Bien que les équipes de MSF n'aient pas été directement témoins d'interceptions violentes et de retours forcés, les témoignages des patients suggèrent que ces pratiques deviennent de plus en plus fréquentes et violentes. Une personne raconte avoir été renvoyée de force dans les eaux turques neuf fois. 

« Non seulement les interceptions violentes et les retours forcés sont illégaux, mais ils compromettent également le droit des demandeurs d'asile , déclare Sonia Balleron, coordinatrice de terrain de MSF. Ces pratiques exposent également les gens à de nouveaux traumatismes et à des problèmes de santé physique et mentale de longue durée. Il est de la responsabilité des autorités grecques et européennes de s’assurer que la loi est respectée et que les procédures concernant l’accueil, l’identification et la protection internationale sont appliquées. »

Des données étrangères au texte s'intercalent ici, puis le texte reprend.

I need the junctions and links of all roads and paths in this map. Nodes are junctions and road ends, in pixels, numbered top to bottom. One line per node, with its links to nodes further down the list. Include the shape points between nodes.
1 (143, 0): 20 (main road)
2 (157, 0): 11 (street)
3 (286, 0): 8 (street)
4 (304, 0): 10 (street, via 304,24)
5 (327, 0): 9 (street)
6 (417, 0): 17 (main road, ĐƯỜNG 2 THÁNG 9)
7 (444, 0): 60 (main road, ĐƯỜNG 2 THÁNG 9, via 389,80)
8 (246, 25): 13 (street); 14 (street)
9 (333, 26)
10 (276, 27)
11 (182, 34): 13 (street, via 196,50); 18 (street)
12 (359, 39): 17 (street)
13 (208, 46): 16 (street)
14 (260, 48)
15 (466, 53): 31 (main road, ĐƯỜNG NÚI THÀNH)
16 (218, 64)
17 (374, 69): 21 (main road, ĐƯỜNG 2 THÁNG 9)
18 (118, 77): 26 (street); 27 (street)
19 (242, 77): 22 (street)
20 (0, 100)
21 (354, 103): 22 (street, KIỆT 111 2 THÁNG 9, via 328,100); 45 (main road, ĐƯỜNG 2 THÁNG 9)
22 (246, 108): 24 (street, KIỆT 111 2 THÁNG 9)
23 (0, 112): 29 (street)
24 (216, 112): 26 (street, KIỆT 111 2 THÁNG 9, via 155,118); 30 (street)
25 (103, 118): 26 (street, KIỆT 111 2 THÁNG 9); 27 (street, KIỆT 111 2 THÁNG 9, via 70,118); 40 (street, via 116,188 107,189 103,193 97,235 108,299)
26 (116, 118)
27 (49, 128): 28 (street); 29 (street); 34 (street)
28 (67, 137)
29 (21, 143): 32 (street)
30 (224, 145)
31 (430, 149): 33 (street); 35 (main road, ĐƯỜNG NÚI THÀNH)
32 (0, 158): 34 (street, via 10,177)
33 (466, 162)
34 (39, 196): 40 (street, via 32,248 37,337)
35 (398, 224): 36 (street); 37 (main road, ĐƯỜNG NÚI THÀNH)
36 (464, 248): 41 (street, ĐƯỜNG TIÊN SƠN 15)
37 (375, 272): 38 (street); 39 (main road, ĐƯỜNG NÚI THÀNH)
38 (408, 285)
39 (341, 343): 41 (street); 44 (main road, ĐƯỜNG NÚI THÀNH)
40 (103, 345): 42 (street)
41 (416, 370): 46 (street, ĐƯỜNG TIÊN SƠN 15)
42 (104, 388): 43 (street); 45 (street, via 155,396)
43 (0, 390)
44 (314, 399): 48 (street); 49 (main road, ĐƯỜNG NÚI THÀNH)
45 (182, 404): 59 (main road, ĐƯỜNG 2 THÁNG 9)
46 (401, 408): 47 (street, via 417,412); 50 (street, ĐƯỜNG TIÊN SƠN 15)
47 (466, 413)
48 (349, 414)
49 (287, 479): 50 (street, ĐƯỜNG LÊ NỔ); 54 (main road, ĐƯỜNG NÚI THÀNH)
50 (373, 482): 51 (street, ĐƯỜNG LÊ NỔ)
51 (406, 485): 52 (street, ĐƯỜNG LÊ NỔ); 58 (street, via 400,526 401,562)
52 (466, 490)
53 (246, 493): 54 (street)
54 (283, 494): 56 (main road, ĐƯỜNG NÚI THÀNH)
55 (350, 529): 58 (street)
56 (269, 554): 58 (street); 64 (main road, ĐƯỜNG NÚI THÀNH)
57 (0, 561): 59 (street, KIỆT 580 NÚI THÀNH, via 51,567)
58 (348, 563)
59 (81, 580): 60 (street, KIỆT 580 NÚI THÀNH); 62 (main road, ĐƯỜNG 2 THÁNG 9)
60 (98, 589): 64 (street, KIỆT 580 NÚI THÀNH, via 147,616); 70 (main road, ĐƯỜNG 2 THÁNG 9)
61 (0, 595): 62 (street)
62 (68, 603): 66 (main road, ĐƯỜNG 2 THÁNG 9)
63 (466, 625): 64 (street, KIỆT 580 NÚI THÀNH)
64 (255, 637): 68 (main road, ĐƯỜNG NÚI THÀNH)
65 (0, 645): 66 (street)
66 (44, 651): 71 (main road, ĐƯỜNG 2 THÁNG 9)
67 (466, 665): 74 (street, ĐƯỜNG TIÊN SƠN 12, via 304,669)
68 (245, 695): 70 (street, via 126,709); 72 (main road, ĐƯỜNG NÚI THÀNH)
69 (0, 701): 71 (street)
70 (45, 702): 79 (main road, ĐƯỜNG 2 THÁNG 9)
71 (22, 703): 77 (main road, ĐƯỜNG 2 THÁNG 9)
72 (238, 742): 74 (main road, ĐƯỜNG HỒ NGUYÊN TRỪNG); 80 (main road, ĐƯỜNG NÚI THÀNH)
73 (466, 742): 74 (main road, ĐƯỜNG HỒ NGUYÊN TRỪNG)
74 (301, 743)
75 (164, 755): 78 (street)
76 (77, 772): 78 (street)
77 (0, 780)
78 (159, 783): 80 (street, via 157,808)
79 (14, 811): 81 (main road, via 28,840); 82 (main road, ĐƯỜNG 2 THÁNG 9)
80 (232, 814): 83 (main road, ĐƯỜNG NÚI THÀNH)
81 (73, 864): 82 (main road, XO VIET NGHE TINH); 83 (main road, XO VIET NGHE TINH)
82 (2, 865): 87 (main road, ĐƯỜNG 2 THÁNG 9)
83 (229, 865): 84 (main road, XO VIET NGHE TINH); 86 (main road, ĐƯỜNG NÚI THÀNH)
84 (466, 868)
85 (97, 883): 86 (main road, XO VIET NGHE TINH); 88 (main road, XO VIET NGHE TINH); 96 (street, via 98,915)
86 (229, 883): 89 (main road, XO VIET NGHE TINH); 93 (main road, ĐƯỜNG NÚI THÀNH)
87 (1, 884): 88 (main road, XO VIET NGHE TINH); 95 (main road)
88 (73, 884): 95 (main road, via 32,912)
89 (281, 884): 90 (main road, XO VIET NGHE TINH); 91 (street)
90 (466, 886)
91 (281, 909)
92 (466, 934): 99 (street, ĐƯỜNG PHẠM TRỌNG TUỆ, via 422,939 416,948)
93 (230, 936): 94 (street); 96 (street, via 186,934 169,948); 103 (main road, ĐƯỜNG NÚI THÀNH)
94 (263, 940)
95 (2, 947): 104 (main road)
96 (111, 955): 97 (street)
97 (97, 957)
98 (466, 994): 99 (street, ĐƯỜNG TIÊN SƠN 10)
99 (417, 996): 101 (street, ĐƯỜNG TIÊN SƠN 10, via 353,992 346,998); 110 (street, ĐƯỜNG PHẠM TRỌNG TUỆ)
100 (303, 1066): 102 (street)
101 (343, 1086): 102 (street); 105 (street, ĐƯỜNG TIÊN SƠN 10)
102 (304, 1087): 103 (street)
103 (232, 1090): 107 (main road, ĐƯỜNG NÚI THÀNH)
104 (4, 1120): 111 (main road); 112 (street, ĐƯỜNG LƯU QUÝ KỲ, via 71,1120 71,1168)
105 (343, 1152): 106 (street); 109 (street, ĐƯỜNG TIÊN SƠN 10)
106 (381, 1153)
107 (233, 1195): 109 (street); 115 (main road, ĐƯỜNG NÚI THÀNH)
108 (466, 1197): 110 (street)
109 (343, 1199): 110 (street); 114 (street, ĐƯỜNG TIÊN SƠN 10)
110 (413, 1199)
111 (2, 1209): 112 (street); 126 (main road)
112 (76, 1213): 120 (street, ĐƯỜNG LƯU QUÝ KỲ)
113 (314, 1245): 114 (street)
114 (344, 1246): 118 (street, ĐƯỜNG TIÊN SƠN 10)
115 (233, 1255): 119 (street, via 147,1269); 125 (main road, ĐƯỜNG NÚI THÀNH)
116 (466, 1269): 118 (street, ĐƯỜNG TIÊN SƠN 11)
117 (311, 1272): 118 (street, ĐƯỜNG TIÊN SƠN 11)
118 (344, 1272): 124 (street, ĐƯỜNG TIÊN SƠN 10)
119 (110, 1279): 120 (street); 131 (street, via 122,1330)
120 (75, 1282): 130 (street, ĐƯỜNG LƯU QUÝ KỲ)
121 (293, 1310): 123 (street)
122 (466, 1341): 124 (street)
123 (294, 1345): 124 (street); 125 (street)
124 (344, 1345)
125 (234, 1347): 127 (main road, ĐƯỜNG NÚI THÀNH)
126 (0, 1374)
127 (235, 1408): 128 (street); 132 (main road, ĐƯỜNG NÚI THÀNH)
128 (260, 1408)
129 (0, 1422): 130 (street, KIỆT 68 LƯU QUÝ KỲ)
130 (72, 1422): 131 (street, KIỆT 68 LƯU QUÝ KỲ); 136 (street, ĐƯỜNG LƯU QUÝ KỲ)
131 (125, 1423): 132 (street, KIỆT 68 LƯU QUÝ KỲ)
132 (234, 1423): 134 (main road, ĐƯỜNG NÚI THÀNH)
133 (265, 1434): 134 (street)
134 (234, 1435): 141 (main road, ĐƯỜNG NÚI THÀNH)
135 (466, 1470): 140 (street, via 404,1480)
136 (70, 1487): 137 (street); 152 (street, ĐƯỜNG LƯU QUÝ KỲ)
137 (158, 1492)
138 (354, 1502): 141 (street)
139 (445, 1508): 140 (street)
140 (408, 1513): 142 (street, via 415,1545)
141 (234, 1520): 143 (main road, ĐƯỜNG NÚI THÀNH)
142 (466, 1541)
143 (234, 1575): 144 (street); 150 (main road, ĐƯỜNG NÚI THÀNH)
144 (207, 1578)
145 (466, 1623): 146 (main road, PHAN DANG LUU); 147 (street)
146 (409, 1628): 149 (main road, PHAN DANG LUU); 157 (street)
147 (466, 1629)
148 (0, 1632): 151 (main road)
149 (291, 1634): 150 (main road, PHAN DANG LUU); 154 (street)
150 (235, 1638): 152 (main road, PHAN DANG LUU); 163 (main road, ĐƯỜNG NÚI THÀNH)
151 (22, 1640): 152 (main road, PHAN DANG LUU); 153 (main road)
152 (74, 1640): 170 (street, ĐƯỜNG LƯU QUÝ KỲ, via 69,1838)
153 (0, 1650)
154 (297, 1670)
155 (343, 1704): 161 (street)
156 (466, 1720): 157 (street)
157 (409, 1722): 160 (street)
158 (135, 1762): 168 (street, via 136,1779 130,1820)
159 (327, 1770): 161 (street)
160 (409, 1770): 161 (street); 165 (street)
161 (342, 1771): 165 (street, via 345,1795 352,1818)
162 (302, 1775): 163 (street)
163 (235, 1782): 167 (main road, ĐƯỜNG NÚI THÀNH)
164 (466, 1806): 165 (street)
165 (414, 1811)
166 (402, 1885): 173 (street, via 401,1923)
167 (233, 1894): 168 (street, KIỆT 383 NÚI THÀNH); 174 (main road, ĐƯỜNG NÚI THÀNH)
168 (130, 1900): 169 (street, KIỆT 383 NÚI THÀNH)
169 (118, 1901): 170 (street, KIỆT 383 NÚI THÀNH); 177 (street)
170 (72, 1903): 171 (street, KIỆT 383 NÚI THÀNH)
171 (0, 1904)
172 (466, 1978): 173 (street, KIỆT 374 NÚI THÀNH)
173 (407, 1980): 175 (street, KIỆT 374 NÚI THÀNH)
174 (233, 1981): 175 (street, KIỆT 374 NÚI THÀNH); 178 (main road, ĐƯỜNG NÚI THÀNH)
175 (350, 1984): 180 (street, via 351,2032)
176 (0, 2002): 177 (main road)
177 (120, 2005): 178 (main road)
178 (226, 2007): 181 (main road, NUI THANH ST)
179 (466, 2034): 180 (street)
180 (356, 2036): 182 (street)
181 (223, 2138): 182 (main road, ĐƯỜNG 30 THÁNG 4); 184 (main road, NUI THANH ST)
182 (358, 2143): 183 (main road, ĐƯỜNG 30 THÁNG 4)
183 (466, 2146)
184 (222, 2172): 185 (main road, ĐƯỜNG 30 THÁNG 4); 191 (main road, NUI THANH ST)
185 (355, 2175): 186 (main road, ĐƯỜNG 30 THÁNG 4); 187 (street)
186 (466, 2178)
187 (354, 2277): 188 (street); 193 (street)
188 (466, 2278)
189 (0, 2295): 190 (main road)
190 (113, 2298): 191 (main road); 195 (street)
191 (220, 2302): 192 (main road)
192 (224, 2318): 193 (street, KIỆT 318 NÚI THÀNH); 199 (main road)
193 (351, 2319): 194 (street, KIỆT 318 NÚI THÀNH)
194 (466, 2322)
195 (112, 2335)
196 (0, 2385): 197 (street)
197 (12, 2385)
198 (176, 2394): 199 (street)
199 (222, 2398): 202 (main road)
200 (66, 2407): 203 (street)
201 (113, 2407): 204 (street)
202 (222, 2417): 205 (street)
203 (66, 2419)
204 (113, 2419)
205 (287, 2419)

En Grèce, MSF fournit des soins médicaux d'urgence sur l'île de Samos. Avant de se déplacer pour venir en aide à des personnes en détresse, MSF avertit toutes les autorités compétentes et, une fois sur place, coordonne avec les autorités médicales les références hospitalières par ambulance. Après avoir reçu une alerte demandant une aide médicale d'urgence, l'équipe se rend sur place, munie de kits de premiers secours, de vêtements secs, de réserves d'eau potable et de rations alimentaires. Les équipes portent toujours des vestes blanches où le logo de l’organisation est identifiable pendant les interventions humanitaires.

Une fois que les équipes MSF ont terminé de fournir les premiers soins médicaux et psychologiques d'urgence, les autorités emmènent les nouveaux arrivants au Centre Fermé à Accès Contrôlé, un centre d'accueil de haute sécurité situé à environ une heure de marche de la ville principale de Vathy. Après cinq jours de quarantaine, MSF est autorisée à rendre visite aux patients pour vérifier leur état de santé et s'assurer qu'ils ont accès, en temps voulu, à des soins médicaux supplémentaires. Se présenter au centre d'accueil est le seul moyen pour les nouveaux arrivants de s'enregistrer. Les personnes doivent attendre dans ce centre pendant qu'elles traversent des procédures juridiques longues et complexes durant l'analyse de leur demande d'asile.